WORK TO COMPLETE: Work out how many lines in the entries below include the word "than", and give only that figure.
(EXERCISE INPUT)
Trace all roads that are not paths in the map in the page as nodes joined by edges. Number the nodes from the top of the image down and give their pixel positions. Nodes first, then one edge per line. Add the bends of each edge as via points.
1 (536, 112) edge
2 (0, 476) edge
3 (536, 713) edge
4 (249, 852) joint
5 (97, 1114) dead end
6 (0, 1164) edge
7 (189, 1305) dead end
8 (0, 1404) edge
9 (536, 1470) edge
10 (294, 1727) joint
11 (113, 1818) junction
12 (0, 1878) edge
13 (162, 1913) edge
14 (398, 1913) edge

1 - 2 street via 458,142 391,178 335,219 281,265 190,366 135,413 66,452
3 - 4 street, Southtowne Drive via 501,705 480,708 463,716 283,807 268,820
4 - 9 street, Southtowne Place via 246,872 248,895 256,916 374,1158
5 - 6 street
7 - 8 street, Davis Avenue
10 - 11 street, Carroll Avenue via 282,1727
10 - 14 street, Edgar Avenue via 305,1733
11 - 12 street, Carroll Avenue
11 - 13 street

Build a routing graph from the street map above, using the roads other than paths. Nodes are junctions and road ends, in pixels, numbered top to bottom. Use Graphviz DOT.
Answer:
(End EXERCISE INPUT)
(EXERCISE INPUT)
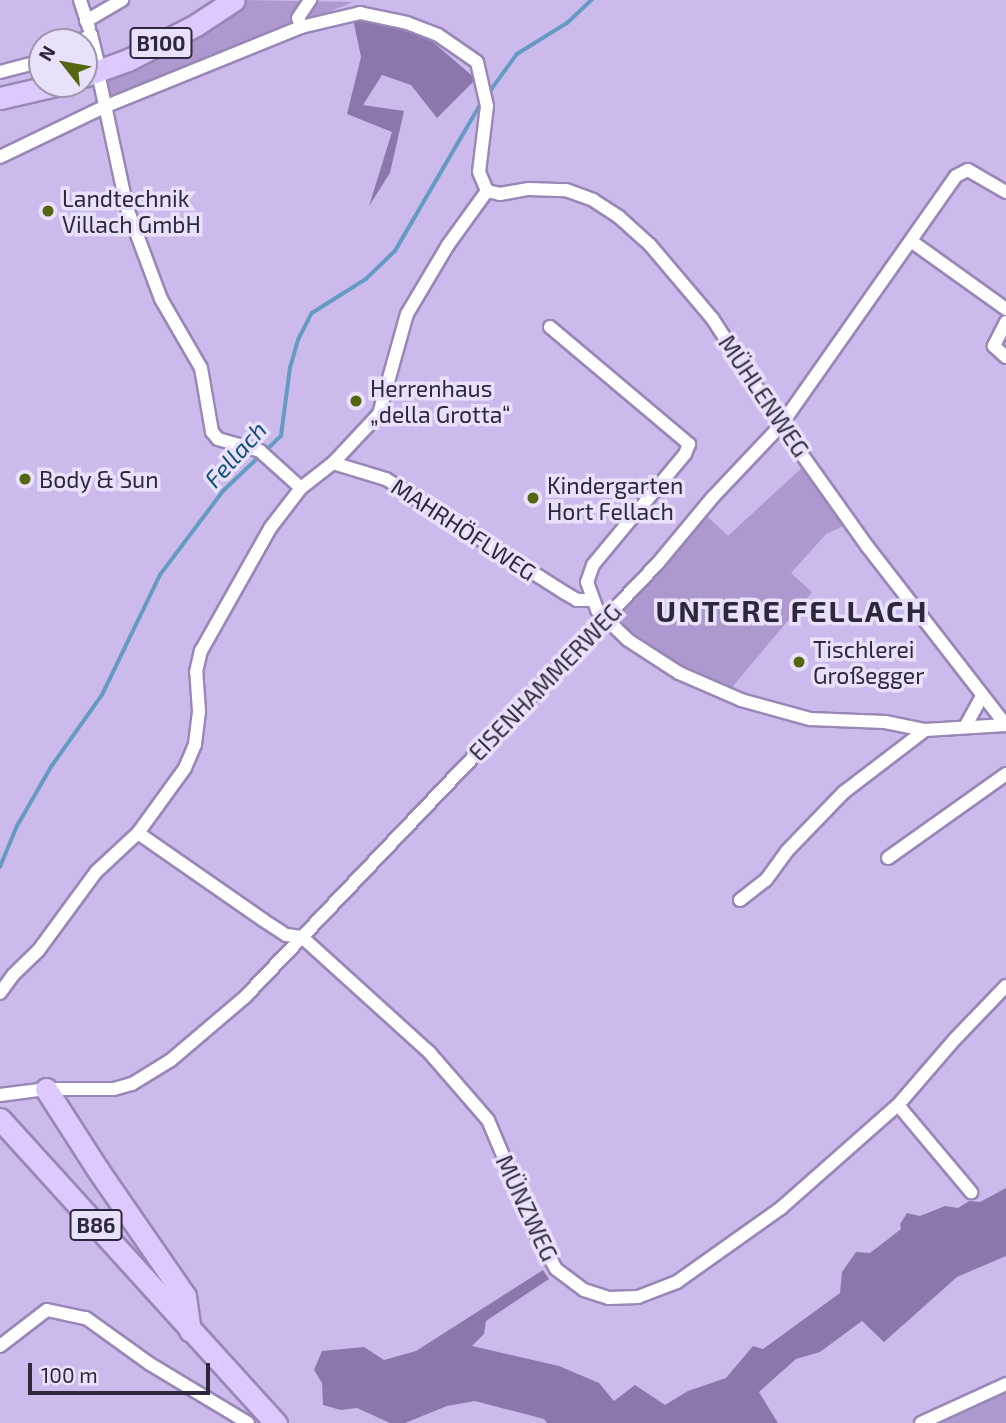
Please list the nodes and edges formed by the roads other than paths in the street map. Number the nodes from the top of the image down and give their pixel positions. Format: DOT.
(End EXERCISE INPUT)
SOLUTION TO THE EXERCISE: 2